_What is needed_
Every record that follows should be copied exactly. No picture belongs in the copy.

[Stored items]
-=-=-
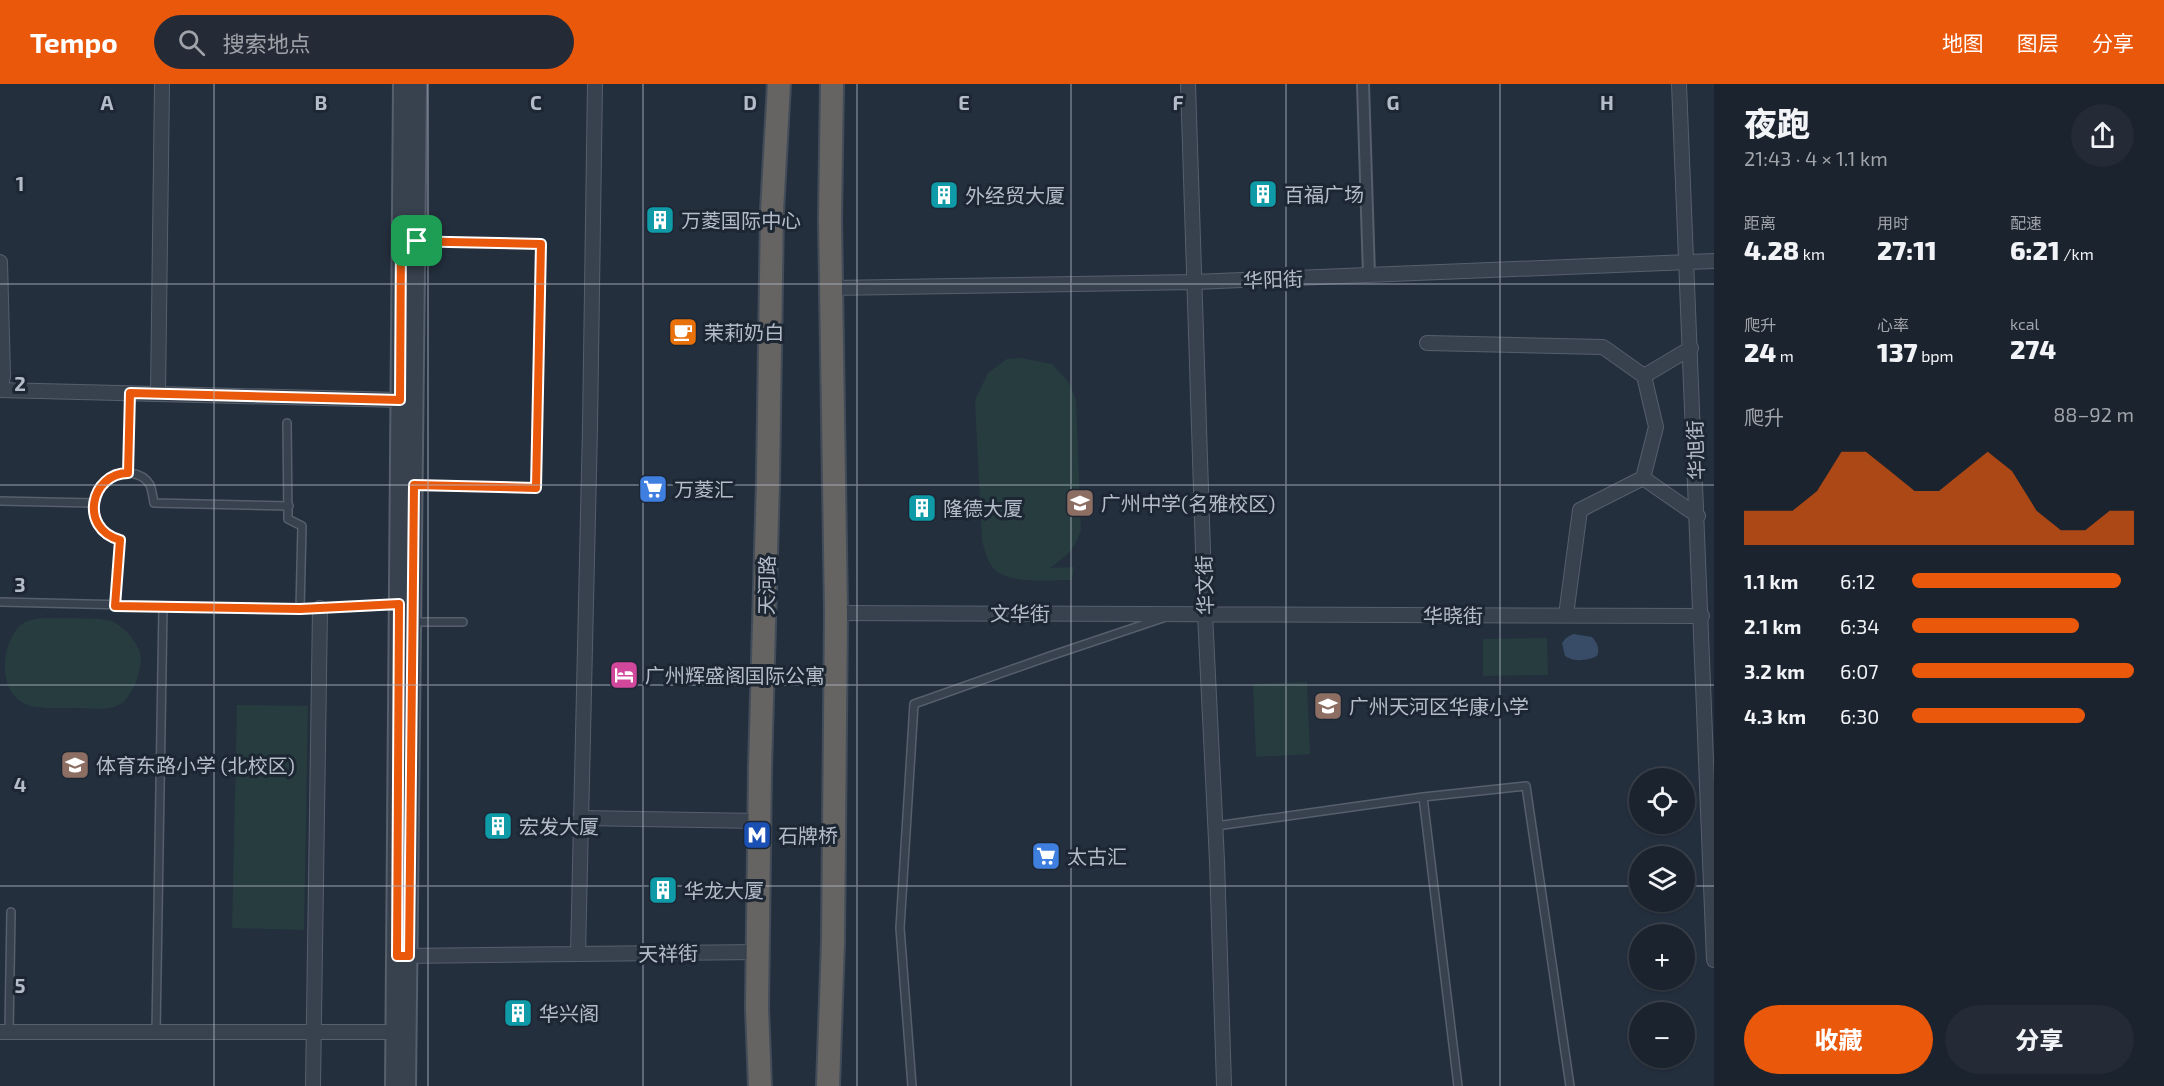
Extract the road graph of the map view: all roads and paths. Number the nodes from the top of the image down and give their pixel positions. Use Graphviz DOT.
graph roads {
  1 [pos="162,84"];
  2 [pos="402,84"];
  3 [pos="418,84"];
  4 [pos="595,84"];
  5 [pos="779,84"];
  6 [pos="832,84"];
  7 [pos="1188,84"];
  8 [pos="1363,84"];
  9 [pos="1679,84"];
  10 [pos="409,241"];
  11 [pos="1714,261"];
  12 [pos="0,262"];
  13 [pos="1687,263"];
  14 [pos="1369,275"];
  15 [pos="1194,282"];
  16 [pos="832,288"];
  17 [pos="1,343"];
  18 [pos="1427,343"];
  19 [pos="1691,348"];
  20 [pos="1644,376"];
  21 [pos="0,390"];
  22 [pos="130,393"];
  23 [pos="158,394"];
  24 [pos="400,400"];
  25 [pos="288,423"];
  26 [pos="128,473"];
  27 [pos="1643,478"];
  28 [pos="407,485"];
  29 [pos="0,501"];
  30 [pos="94,503"];
  31 [pos="289,506"];
  32 [pos="1698,516"];
  33 [pos="0,602"];
  34 [pos="399,604"];
  35 [pos="115,606"];
  36 [pos="163,607"];
  37 [pos="320,608"];
  38 [pos="300,609"];
  39 [pos="836,613"];
  40 [pos="1178,613"];
  41 [pos="1205,614"];
  42 [pos="1566,615"];
  43 [pos="1702,616"];
  44 [pos="406,622"];
  45 [pos="463,622"];
  46 [pos="1423,797"];
  47 [pos="580,818"];
  48 [pos="759,821"];
  49 [pos="1215,826"];
  50 [pos="11,912"];
  51 [pos="758,952"];
  52 [pos="578,954"];
  53 [pos="403,956"];
  54 [pos="1714,960"];
  55 [pos="5,1032"];
  56 [pos="156,1032"];
  57 [pos="314,1032"];
  58 [pos="395,1032"];
  59 [pos="313,1086"];
  60 [pos="394,1086"];
  61 [pos="407,1086"];
  62 [pos="760,1086"];
  63 [pos="828,1086"];
  64 [pos="912,1086"];
  65 [pos="1224,1086"];
  66 [pos="1458,1086"];
  67 [pos="1570,1086"];
  1 -- 23 [label="street"];
  2 -- 10 [label="street"];
  3 -- 10 [label="street"];
  4 -- 47 [label="street"];
  5 -- 48 [label="highway, 天河路"];
  6 -- 16 [label="highway"];
  7 -- 15 [label="street, 华文街"];
  8 -- 14 [label="street"];
  9 -- 13 [label="street, 华旭街"];
  10 -- 24 [label="street"];
  10 -- 28 [label="street"];
  10 -- 28 [label="lane"];
  11 -- 13 [label="street, 华阳街"];
  12 -- 17 [label="street"];
  13 -- 14 [label="street, 华阳街"];
  13 -- 19 [label="street, 华旭街"];
  14 -- 15 [label="street, 华阳街"];
  15 -- 16 [label="street, 华阳街"];
  15 -- 41 [label="street, 华文街"];
  16 -- 39 [label="highway"];
  17 -- 21 [label="street"];
  18 -- 20 [label="street"];
  19 -- 20 [label="street"];
  19 -- 32 [label="street, 华旭街"];
  20 -- 27 [label="street"];
  21 -- 22 [label="street"];
  22 -- 23 [label="street"];
  22 -- 26 [label="lane"];
  23 -- 24 [label="street"];
  24 -- 28 [label="street"];
  25 -- 31 [label="lane"];
  26 -- 30 [label="lane"];
  26 -- 31 [label="lane"];
  27 -- 32 [label="street"];
  27 -- 42 [label="street"];
  28 -- 34 [label="street"];
  28 -- 44 [label="street"];
  29 -- 30 [label="lane"];
  30 -- 35 [label="lane"];
  31 -- 38 [label="lane"];
  32 -- 43 [label="street, 华旭街"];
  33 -- 35 [label="lane"];
  34 -- 37 [label="lane"];
  34 -- 44 [label="street"];
  35 -- 36 [label="lane"];
  36 -- 38 [label="lane"];
  36 -- 56 [label="lane"];
  37 -- 38 [label="lane"];
  37 -- 57 [label="street"];
  39 -- 40 [label="street, 文华街"];
  39 -- 63 [label="highway"];
  40 -- 41 [label="street, 文华街"];
  40 -- 64 [label="lane"];
  41 -- 42 [label="street, 华晓街"];
  41 -- 49 [label="street, 华文街"];
  42 -- 43 [label="street, 华晓街"];
  43 -- 54 [label="street, 华旭街"];
  44 -- 45 [label="lane"];
  44 -- 53 [label="street"];
  46 -- 49 [label="lane"];
  46 -- 66 [label="lane"];
  46 -- 67 [label="lane"];
  47 -- 48 [label="street"];
  47 -- 52 [label="street"];
  48 -- 51 [label="highway, 天河路"];
  49 -- 65 [label="street, 华文街"];
  50 -- 55 [label="lane"];
  51 -- 52 [label="street, 天祥街"];
  51 -- 62 [label="highway, 天河路"];
  52 -- 53 [label="street, 天祥街"];
  53 -- 58 [label="street"];
  53 -- 61 [label="street"];
  55 -- 56 [label="street"];
  56 -- 57 [label="street"];
  57 -- 58 [label="street"];
  57 -- 59 [label="street"];
  58 -- 60 [label="street"];
}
-=-=-
_Output of the task_
Extract the road graph of the map view: all roads and paths. Number the nodes from the top of the image down and give their pixel positions. Use Graphviz DOT.
graph roads {
  1 [pos="162,84"];
  2 [pos="402,84"];
  3 [pos="418,84"];
  4 [pos="595,84"];
  5 [pos="779,84"];
  6 [pos="832,84"];
  7 [pos="1188,84"];
  8 [pos="1363,84"];
  9 [pos="1679,84"];
  10 [pos="409,241"];
  11 [pos="1714,261"];
  12 [pos="0,262"];
  13 [pos="1687,263"];
  14 [pos="1369,275"];
  15 [pos="1194,282"];
  16 [pos="832,288"];
  17 [pos="1,343"];
  18 [pos="1427,343"];
  19 [pos="1691,348"];
  20 [pos="1644,376"];
  21 [pos="0,390"];
  22 [pos="130,393"];
  23 [pos="158,394"];
  24 [pos="400,400"];
  25 [pos="288,423"];
  26 [pos="128,473"];
  27 [pos="1643,478"];
  28 [pos="407,485"];
  29 [pos="0,501"];
  30 [pos="94,503"];
  31 [pos="289,506"];
  32 [pos="1698,516"];
  33 [pos="0,602"];
  34 [pos="399,604"];
  35 [pos="115,606"];
  36 [pos="163,607"];
  37 [pos="320,608"];
  38 [pos="300,609"];
  39 [pos="836,613"];
  40 [pos="1178,613"];
  41 [pos="1205,614"];
  42 [pos="1566,615"];
  43 [pos="1702,616"];
  44 [pos="406,622"];
  45 [pos="463,622"];
  46 [pos="1423,797"];
  47 [pos="580,818"];
  48 [pos="759,821"];
  49 [pos="1215,826"];
  50 [pos="11,912"];
  51 [pos="758,952"];
  52 [pos="578,954"];
  53 [pos="403,956"];
  54 [pos="1714,960"];
  55 [pos="5,1032"];
  56 [pos="156,1032"];
  57 [pos="314,1032"];
  58 [pos="395,1032"];
  59 [pos="313,1086"];
  60 [pos="394,1086"];
  61 [pos="407,1086"];
  62 [pos="760,1086"];
  63 [pos="828,1086"];
  64 [pos="912,1086"];
  65 [pos="1224,1086"];
  66 [pos="1458,1086"];
  67 [pos="1570,1086"];
  1 -- 23 [label="street"];
  2 -- 10 [label="street"];
  3 -- 10 [label="street"];
  4 -- 47 [label="street"];
  5 -- 48 [label="highway, 天河路"];
  6 -- 16 [label="highway"];
  7 -- 15 [label="street, 华文街"];
  8 -- 14 [label="street"];
  9 -- 13 [label="street, 华旭街"];
  10 -- 24 [label="street"];
  10 -- 28 [label="street"];
  10 -- 28 [label="lane"];
  11 -- 13 [label="street, 华阳街"];
  12 -- 17 [label="street"];
  13 -- 14 [label="street, 华阳街"];
  13 -- 19 [label="street, 华旭街"];
  14 -- 15 [label="street, 华阳街"];
  15 -- 16 [label="street, 华阳街"];
  15 -- 41 [label="street, 华文街"];
  16 -- 39 [label="highway"];
  17 -- 21 [label="street"];
  18 -- 20 [label="street"];
  19 -- 20 [label="street"];
  19 -- 32 [label="street, 华旭街"];
  20 -- 27 [label="street"];
  21 -- 22 [label="street"];
  22 -- 23 [label="street"];
  22 -- 26 [label="lane"];
  23 -- 24 [label="street"];
  24 -- 28 [label="street"];
  25 -- 31 [label="lane"];
  26 -- 30 [label="lane"];
  26 -- 31 [label="lane"];
  27 -- 32 [label="street"];
  27 -- 42 [label="street"];
  28 -- 34 [label="street"];
  28 -- 44 [label="street"];
  29 -- 30 [label="lane"];
  30 -- 35 [label="lane"];
  31 -- 38 [label="lane"];
  32 -- 43 [label="street, 华旭街"];
  33 -- 35 [label="lane"];
  34 -- 37 [label="lane"];
  34 -- 44 [label="street"];
  35 -- 36 [label="lane"];
  36 -- 38 [label="lane"];
  36 -- 56 [label="lane"];
  37 -- 38 [label="lane"];
  37 -- 57 [label="street"];
  39 -- 40 [label="street, 文华街"];
  39 -- 63 [label="highway"];
  40 -- 41 [label="street, 文华街"];
  40 -- 64 [label="lane"];
  41 -- 42 [label="street, 华晓街"];
  41 -- 49 [label="street, 华文街"];
  42 -- 43 [label="street, 华晓街"];
  43 -- 54 [label="street, 华旭街"];
  44 -- 45 [label="lane"];
  44 -- 53 [label="street"];
  46 -- 49 [label="lane"];
  46 -- 66 [label="lane"];
  46 -- 67 [label="lane"];
  47 -- 48 [label="street"];
  47 -- 52 [label="street"];
  48 -- 51 [label="highway, 天河路"];
  49 -- 65 [label="street, 华文街"];
  50 -- 55 [label="lane"];
  51 -- 52 [label="street, 天祥街"];
  51 -- 62 [label="highway, 天河路"];
  52 -- 53 [label="street, 天祥街"];
  53 -- 58 [label="street"];
  53 -- 61 [label="street"];
  55 -- 56 [label="street"];
  56 -- 57 [label="street"];
  57 -- 58 [label="street"];
  57 -- 59 [label="street"];
  58 -- 60 [label="street"];
}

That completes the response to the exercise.